- GOAL OF THE EXERCISE -
Nothing but a number is wanted here: the count of lines in the data holding the word "Funicular".

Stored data
::::
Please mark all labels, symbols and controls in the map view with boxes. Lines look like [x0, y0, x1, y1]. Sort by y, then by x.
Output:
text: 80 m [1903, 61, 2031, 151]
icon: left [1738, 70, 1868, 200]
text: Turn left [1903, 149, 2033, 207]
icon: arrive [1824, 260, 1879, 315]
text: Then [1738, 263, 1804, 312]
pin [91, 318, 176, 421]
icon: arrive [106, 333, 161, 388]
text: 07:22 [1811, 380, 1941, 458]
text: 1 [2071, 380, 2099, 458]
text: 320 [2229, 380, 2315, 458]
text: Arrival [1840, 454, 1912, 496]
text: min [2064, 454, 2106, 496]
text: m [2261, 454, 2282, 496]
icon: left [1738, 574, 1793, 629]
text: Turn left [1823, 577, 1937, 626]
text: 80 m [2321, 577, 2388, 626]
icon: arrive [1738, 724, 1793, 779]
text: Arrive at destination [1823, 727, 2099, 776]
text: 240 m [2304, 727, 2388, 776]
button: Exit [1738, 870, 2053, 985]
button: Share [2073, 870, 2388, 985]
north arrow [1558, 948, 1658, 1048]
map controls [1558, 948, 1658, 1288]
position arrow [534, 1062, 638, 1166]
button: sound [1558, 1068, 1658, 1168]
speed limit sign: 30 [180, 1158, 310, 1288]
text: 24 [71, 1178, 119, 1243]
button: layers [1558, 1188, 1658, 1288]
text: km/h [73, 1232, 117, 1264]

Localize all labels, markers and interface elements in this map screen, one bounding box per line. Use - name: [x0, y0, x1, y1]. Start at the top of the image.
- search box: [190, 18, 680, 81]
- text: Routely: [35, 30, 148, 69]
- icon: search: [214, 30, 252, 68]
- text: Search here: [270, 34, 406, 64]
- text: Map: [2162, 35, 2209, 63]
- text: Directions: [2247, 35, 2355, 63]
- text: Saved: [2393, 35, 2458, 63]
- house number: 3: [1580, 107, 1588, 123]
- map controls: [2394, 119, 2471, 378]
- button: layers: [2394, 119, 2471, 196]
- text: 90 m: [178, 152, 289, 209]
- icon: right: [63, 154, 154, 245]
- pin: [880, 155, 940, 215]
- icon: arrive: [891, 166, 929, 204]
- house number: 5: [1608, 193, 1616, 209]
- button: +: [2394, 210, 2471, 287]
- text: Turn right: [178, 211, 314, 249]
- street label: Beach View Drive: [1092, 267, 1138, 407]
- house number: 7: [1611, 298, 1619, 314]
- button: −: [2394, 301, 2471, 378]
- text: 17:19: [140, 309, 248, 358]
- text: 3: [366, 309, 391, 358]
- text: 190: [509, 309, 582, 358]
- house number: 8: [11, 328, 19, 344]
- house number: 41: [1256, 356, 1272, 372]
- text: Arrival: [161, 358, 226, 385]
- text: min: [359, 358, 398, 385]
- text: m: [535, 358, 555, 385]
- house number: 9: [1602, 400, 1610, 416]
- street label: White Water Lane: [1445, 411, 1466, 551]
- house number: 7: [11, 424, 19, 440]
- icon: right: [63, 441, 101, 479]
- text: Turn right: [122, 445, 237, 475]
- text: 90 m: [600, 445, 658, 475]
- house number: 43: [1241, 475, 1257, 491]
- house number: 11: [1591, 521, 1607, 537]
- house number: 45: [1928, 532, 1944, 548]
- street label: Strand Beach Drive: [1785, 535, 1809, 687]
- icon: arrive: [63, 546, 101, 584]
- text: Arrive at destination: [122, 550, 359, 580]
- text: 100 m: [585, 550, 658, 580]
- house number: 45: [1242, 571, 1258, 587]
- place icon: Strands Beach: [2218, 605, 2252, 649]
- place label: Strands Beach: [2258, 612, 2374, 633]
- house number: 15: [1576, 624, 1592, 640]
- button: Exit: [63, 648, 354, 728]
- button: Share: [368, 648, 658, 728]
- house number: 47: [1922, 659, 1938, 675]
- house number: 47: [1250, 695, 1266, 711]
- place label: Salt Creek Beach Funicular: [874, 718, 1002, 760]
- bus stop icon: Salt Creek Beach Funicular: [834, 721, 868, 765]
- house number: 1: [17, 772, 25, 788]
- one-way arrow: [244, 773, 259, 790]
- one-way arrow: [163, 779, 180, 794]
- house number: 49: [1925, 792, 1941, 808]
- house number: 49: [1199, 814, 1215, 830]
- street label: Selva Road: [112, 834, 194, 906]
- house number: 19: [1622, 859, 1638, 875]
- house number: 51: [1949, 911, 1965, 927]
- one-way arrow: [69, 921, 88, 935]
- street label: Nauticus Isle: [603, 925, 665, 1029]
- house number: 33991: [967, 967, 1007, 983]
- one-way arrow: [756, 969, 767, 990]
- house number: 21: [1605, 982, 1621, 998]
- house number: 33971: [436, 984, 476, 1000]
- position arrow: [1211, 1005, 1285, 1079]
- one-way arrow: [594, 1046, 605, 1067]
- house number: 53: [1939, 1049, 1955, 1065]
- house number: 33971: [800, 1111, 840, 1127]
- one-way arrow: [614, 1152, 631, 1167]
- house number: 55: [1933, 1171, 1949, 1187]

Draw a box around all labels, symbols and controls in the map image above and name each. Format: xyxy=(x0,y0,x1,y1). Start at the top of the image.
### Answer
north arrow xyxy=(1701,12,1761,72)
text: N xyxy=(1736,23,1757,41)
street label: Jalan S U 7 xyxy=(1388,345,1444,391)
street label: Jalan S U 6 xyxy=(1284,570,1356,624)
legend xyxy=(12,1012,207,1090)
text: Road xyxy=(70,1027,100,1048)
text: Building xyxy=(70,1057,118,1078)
::::
- REPLY -
2